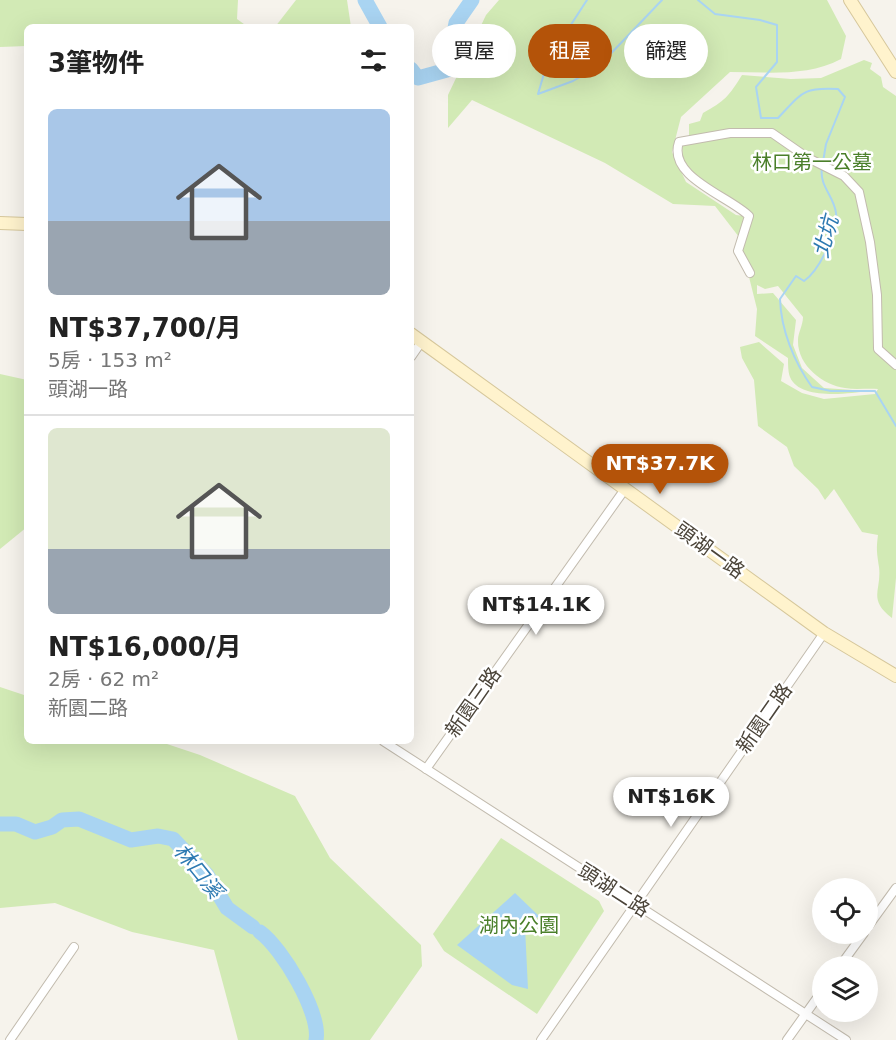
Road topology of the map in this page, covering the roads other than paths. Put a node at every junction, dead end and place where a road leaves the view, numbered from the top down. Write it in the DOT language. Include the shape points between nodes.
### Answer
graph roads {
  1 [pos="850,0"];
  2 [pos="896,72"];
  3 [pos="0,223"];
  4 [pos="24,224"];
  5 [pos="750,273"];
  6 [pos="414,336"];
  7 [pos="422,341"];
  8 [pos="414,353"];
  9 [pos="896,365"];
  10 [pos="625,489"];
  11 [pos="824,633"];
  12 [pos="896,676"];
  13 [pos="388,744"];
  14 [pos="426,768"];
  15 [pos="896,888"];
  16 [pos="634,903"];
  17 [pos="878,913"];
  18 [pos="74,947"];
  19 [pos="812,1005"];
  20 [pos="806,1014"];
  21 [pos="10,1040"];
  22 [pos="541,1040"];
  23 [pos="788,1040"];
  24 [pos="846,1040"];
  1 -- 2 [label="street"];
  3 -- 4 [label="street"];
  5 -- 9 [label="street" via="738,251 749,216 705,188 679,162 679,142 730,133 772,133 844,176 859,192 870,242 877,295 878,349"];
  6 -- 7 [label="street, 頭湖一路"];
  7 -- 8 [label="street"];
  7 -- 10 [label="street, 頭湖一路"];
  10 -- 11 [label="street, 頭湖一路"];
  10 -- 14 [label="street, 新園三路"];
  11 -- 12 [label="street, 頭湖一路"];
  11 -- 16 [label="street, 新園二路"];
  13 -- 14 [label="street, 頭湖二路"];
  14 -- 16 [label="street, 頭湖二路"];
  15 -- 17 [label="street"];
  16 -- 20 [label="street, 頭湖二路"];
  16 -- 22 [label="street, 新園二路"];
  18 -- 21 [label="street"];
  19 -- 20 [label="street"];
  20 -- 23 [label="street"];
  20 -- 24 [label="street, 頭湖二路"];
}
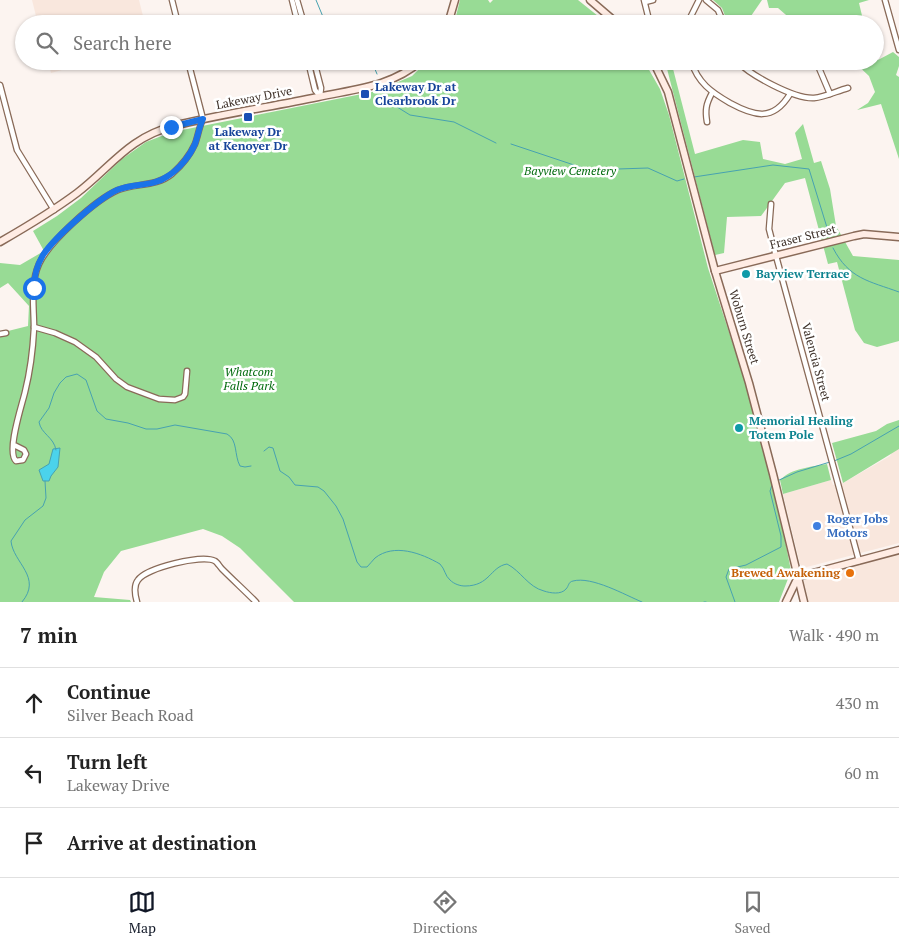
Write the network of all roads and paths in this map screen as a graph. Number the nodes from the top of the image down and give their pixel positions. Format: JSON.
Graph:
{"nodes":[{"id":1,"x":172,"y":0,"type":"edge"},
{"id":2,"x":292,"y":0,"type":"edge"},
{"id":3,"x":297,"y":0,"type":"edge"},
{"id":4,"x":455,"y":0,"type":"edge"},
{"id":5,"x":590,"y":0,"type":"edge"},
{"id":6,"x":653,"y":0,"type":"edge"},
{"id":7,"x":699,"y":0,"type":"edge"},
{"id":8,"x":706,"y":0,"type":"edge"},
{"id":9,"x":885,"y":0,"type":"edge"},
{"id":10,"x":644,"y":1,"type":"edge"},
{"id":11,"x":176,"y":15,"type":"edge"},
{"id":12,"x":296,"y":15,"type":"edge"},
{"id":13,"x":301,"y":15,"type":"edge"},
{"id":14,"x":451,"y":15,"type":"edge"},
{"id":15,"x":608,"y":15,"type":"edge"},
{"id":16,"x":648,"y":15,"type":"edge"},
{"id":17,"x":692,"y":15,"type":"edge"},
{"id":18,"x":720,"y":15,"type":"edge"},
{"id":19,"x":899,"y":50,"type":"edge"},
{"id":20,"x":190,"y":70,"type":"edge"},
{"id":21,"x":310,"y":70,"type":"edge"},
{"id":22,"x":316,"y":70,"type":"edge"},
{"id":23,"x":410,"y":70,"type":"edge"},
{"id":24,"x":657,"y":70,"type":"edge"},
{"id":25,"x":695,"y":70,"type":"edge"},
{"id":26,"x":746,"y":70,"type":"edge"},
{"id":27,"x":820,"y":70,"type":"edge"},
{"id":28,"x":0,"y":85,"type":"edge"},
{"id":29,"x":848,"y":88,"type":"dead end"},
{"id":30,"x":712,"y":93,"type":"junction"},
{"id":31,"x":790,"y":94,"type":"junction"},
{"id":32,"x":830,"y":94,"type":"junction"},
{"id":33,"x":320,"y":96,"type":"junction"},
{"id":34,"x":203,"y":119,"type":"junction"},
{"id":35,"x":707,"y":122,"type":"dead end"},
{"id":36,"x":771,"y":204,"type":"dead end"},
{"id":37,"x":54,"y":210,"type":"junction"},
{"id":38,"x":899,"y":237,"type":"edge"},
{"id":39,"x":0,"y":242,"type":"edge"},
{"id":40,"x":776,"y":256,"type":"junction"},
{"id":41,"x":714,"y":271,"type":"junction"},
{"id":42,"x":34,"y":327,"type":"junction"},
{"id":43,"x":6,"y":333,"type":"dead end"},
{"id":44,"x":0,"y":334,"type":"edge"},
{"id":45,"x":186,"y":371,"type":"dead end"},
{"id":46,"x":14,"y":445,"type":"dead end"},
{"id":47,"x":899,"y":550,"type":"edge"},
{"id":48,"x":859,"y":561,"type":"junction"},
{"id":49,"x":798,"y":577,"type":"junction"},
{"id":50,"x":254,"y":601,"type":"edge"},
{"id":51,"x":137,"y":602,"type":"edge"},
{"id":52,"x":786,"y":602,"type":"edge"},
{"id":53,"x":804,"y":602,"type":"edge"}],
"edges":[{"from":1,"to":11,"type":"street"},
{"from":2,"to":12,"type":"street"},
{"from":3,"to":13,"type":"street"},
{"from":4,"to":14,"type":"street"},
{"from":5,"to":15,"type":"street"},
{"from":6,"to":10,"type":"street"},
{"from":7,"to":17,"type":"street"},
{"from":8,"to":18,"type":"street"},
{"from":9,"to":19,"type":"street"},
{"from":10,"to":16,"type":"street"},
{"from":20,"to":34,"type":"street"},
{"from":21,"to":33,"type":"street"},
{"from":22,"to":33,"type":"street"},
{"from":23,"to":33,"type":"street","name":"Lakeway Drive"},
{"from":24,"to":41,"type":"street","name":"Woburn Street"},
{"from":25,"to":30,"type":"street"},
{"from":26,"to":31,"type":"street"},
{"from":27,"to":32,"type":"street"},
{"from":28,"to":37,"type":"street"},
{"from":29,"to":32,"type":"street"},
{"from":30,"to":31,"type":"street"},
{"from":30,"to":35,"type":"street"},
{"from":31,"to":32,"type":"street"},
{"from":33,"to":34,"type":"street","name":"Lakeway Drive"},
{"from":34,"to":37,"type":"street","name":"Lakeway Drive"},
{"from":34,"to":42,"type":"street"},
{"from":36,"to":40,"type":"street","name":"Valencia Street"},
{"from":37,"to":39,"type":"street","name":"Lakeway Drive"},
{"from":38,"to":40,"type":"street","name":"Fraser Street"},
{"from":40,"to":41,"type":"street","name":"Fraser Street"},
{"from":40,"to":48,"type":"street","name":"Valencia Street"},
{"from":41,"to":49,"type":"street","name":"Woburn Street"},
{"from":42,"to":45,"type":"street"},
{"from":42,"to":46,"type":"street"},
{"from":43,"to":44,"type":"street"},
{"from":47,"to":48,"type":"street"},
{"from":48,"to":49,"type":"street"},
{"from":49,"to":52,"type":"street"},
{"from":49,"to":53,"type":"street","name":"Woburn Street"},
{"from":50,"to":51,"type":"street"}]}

---

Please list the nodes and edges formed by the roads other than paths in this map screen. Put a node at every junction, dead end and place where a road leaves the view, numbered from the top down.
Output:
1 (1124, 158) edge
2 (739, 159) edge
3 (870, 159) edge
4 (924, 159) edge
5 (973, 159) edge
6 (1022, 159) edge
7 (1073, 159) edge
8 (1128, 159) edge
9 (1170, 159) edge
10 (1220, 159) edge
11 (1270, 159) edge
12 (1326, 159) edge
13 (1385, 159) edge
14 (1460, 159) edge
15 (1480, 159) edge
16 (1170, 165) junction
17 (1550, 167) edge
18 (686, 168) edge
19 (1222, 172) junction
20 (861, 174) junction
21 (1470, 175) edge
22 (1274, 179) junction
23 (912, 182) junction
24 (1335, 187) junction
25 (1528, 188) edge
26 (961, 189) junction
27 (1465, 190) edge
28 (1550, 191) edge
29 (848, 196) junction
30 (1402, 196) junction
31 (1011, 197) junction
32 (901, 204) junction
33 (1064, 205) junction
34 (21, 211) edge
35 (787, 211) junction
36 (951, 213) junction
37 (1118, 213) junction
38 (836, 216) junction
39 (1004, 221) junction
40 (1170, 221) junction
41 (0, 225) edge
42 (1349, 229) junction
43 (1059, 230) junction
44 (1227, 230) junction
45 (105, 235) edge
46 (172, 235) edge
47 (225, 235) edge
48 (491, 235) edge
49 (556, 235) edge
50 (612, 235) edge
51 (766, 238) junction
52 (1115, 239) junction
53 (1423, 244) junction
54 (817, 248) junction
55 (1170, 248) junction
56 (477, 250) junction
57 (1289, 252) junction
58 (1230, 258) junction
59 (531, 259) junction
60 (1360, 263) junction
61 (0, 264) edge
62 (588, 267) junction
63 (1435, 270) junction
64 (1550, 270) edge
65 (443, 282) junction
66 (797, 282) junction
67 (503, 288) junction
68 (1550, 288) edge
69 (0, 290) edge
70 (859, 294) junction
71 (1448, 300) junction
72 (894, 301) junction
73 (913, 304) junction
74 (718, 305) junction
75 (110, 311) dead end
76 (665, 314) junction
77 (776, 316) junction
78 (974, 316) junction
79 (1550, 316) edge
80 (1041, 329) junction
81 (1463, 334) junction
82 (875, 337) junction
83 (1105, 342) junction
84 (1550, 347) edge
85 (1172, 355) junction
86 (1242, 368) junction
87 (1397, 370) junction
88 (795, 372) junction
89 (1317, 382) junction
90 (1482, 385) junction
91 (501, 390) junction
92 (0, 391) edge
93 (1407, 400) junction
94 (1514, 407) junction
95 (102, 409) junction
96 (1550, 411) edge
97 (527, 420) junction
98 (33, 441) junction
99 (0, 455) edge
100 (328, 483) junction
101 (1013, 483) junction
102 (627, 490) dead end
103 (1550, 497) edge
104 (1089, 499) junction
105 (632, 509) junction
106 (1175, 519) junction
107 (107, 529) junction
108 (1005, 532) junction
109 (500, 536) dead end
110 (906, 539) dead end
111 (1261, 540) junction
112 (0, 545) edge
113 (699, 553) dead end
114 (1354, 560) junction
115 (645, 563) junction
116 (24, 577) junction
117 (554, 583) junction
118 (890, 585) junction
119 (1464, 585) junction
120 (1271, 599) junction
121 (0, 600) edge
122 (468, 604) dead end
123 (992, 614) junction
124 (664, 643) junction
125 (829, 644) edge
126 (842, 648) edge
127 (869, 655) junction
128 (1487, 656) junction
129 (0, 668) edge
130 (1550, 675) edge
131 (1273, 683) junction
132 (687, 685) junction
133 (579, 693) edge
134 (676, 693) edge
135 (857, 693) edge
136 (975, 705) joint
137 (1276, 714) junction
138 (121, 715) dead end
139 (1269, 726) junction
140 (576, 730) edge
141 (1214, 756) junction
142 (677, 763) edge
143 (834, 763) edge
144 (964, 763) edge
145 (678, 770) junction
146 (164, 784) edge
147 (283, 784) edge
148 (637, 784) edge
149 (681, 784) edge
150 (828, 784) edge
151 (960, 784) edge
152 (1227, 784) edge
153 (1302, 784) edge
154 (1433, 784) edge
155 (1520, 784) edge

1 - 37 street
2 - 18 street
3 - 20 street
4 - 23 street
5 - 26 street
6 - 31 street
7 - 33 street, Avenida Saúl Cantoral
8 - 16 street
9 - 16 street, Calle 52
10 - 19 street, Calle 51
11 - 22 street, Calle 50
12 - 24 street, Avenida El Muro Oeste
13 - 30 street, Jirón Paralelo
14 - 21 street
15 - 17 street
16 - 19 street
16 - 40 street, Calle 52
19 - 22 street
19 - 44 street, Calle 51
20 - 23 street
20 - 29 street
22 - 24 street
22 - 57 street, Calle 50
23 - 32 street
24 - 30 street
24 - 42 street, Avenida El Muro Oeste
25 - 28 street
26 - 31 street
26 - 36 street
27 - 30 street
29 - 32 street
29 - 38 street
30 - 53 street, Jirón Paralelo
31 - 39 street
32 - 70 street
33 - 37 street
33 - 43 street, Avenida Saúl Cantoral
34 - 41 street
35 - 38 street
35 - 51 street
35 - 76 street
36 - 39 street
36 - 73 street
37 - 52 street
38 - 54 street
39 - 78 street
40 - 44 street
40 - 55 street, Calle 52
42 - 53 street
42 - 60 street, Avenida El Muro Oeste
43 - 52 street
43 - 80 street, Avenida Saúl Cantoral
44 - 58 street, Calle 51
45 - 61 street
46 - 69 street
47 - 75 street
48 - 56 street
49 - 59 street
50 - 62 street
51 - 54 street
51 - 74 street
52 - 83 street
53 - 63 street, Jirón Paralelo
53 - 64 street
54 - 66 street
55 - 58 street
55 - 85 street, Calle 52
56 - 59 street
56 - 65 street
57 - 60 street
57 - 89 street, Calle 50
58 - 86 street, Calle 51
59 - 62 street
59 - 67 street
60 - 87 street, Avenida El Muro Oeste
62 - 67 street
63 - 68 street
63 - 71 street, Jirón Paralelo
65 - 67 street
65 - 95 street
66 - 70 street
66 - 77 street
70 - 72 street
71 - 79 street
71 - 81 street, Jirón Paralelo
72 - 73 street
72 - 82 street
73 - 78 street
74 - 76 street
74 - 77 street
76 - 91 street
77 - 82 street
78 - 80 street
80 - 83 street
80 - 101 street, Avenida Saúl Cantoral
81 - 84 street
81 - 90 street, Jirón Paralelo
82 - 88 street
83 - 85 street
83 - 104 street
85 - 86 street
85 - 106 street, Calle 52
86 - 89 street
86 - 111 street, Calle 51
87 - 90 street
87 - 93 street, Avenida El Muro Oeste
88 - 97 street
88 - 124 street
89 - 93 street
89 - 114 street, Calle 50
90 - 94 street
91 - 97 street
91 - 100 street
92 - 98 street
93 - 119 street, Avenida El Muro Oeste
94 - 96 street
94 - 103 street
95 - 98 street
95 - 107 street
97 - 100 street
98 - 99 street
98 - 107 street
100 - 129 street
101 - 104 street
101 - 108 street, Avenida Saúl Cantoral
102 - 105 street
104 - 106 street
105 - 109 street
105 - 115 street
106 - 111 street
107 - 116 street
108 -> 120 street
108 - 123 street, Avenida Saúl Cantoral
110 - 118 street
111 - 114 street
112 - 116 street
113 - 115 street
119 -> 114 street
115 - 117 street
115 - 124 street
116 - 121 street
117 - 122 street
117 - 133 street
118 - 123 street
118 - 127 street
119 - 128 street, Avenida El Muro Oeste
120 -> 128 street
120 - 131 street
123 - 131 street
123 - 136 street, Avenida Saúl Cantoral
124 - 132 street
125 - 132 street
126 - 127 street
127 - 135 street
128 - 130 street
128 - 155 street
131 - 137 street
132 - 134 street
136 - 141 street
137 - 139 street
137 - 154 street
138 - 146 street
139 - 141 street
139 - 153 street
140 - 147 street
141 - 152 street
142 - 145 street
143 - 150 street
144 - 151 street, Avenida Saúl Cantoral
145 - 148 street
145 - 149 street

--

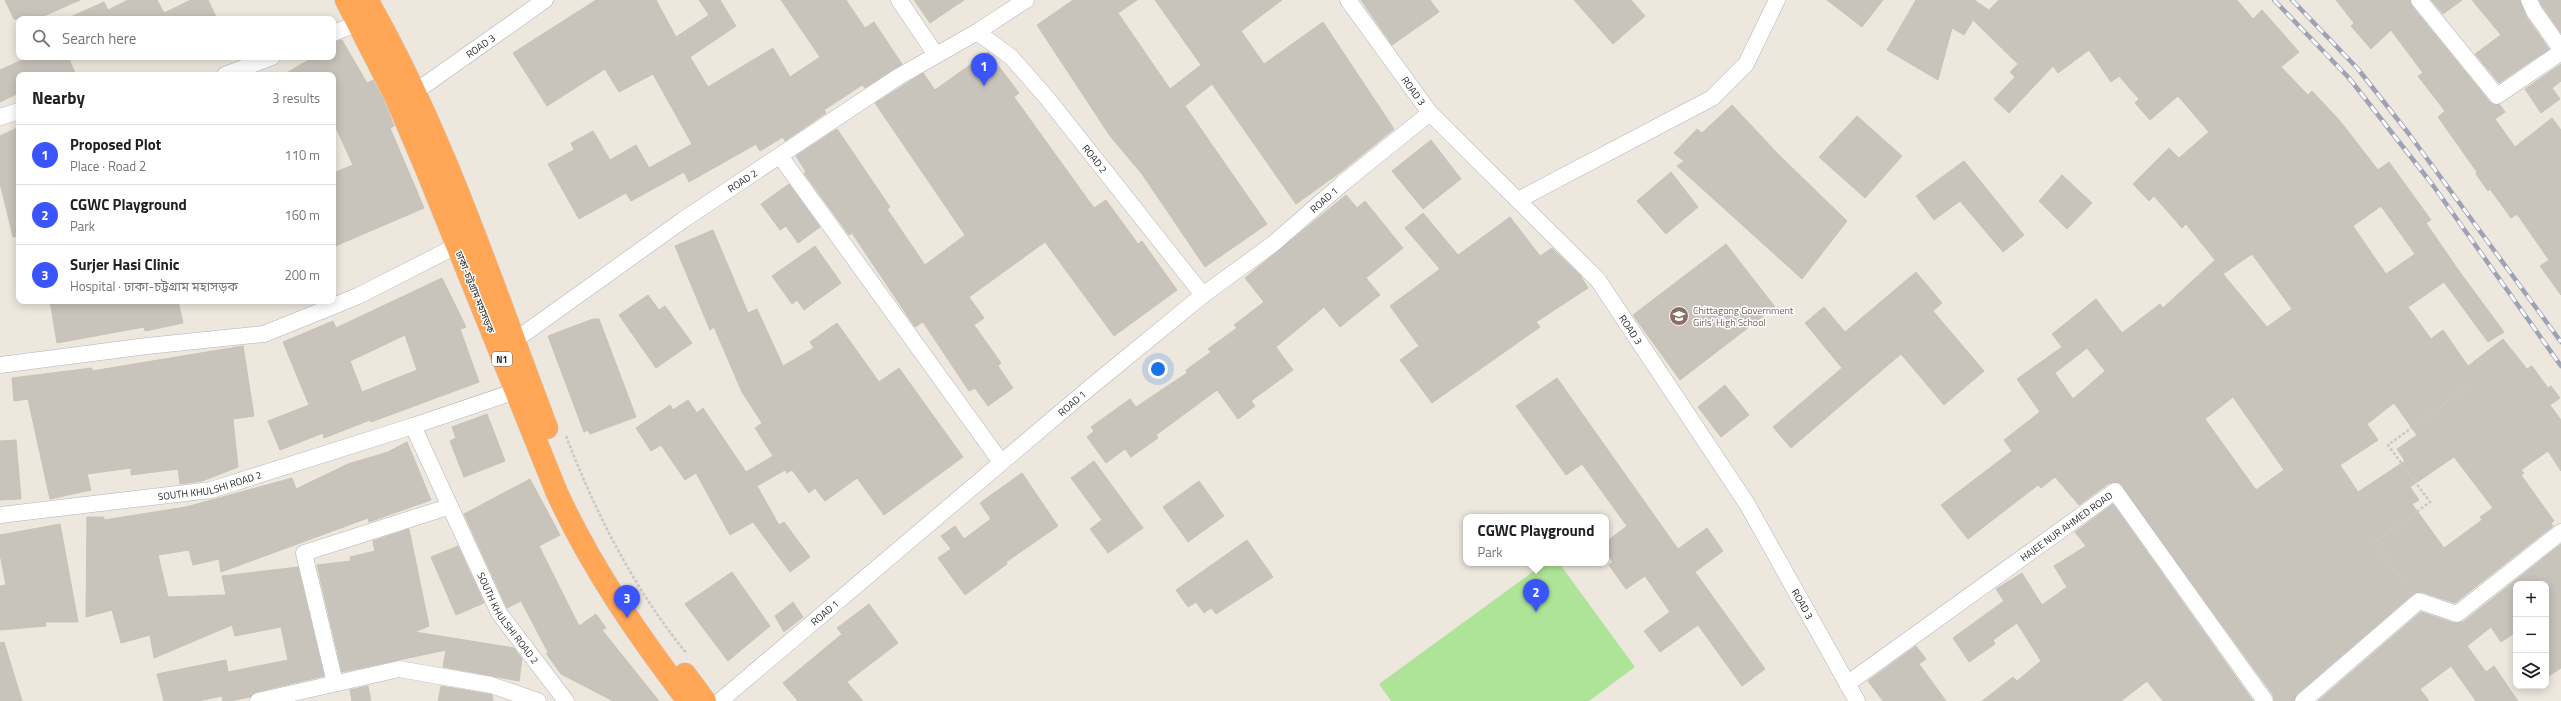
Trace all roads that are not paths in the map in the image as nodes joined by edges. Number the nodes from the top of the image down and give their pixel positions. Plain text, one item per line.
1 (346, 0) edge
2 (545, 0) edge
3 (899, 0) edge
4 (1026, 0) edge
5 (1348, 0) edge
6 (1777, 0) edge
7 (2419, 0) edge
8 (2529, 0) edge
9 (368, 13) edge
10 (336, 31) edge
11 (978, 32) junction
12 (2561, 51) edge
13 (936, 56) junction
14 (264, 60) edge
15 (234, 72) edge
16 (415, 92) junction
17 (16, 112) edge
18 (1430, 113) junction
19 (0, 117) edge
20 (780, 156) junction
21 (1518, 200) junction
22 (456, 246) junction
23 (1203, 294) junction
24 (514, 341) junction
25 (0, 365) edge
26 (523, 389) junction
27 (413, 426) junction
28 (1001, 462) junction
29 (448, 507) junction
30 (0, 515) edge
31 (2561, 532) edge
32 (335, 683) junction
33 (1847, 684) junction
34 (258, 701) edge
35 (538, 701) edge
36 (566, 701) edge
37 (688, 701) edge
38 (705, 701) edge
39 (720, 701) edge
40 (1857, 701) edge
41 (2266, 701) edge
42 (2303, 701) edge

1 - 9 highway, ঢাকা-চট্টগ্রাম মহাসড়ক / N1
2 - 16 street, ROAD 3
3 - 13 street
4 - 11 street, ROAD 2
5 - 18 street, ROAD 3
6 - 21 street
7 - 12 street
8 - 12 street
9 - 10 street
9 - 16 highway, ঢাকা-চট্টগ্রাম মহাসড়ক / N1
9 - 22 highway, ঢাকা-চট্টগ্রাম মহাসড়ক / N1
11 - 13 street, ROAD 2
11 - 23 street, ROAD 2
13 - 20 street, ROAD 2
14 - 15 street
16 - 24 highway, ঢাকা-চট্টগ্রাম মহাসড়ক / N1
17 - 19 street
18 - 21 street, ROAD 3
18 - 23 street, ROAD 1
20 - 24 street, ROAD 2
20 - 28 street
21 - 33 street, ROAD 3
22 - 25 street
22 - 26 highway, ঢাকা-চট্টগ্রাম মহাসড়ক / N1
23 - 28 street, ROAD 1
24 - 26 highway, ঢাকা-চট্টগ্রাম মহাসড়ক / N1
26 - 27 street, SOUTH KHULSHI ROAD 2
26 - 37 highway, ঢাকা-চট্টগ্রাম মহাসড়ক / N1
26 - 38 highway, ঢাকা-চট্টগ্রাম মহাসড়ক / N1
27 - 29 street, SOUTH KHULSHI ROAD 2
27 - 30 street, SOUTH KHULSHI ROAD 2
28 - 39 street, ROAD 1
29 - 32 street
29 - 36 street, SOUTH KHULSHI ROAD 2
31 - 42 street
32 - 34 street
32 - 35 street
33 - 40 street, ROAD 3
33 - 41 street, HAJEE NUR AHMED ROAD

> **WHAT TO DO**:
Scan each line above for the string "Lakeway". Give the tally and nothing else.

> **TASK ANSWER**:
4